- TASK TO CARRY OUT: Where the word "them" occurs in a line of the listing, please copy the line.

- RECORDS FOR THIS EXERCISE:
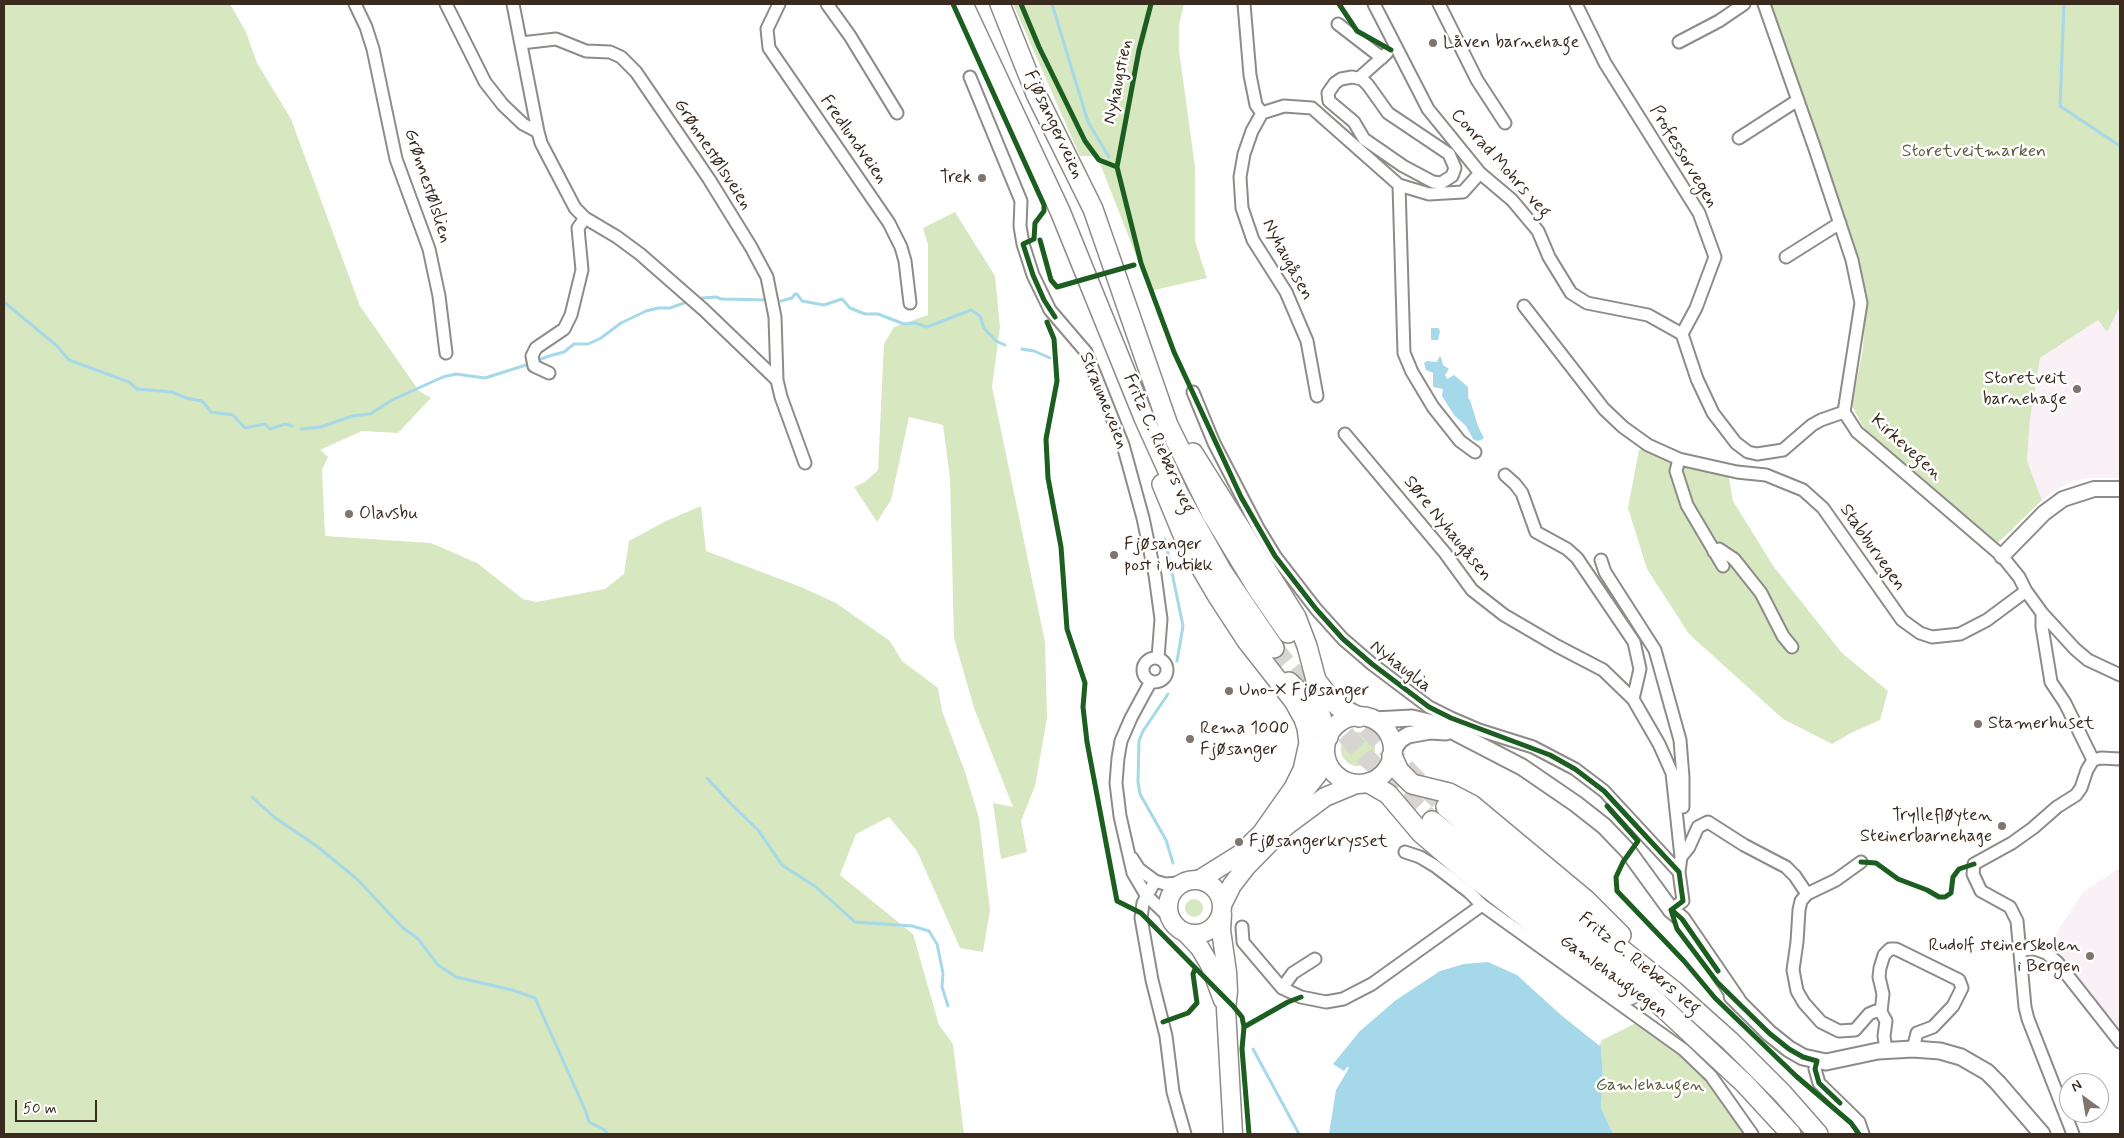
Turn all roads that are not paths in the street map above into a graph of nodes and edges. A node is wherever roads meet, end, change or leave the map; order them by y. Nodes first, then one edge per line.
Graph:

--

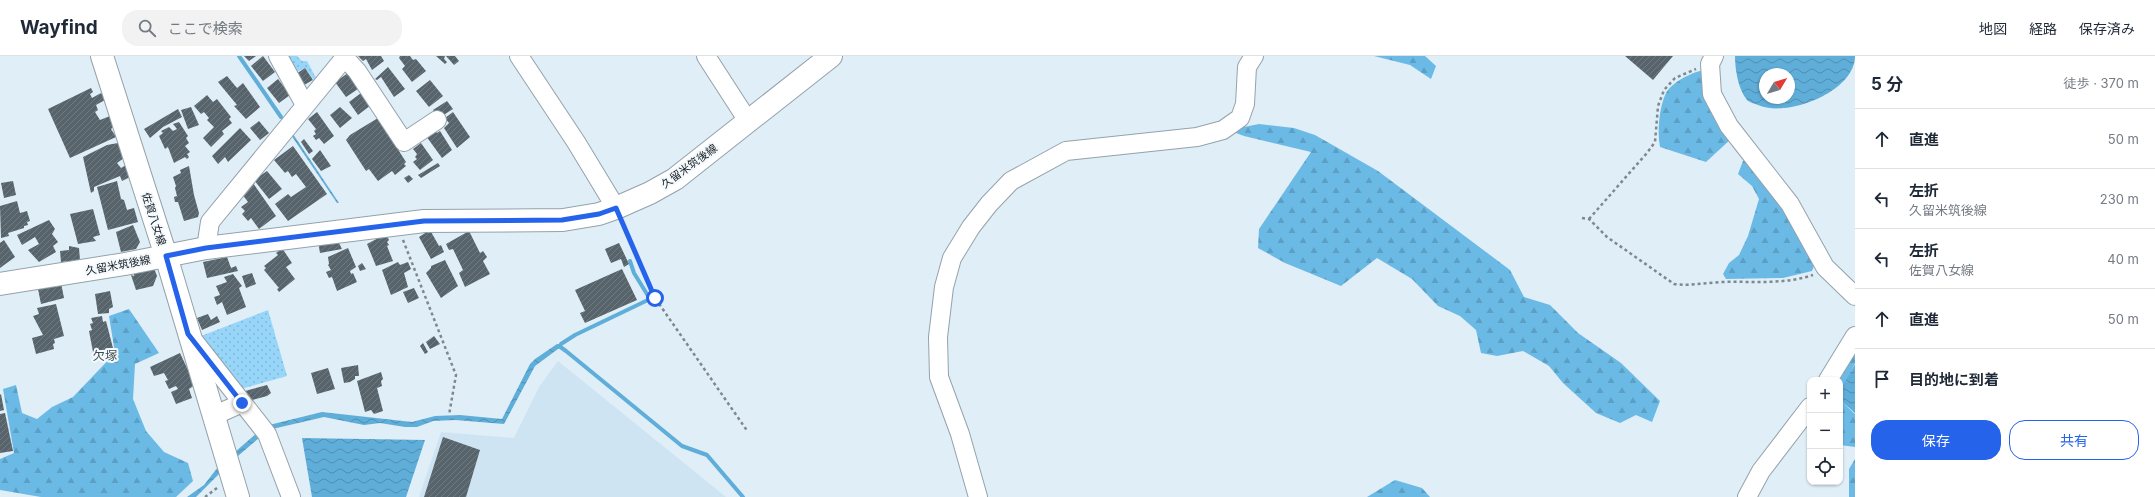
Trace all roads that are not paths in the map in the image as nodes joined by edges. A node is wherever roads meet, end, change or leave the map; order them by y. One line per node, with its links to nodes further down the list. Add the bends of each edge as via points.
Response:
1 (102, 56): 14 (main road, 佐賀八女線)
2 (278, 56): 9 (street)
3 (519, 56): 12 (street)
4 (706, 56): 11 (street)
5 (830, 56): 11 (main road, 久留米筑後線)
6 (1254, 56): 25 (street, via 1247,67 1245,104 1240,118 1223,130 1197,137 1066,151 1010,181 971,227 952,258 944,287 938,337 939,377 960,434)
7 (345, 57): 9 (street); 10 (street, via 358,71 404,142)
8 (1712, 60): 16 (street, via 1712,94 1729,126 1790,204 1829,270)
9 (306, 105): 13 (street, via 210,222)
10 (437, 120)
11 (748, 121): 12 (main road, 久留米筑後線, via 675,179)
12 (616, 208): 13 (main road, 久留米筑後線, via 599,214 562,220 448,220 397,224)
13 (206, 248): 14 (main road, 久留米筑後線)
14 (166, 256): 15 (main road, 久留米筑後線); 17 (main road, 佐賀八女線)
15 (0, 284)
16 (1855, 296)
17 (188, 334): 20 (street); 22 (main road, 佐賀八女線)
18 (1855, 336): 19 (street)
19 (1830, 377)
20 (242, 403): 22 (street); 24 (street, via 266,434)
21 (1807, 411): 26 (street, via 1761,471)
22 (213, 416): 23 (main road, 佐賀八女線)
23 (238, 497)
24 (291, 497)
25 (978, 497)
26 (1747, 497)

- RESULT BELOW:
Turn all roads that are not paths in the street map above into a graph of nodes and edges. A node is wherever roads meet, end, change or leave the map; order them by y. Nodes first, then one edge per line.
Trace all roads that are not paths in the map in the image as nodes joined by edges. A node is wherever roads meet, end, change or leave the map; order them by y. One line per node, with its links to nodes further down the list. Add the bends of each edge as via points.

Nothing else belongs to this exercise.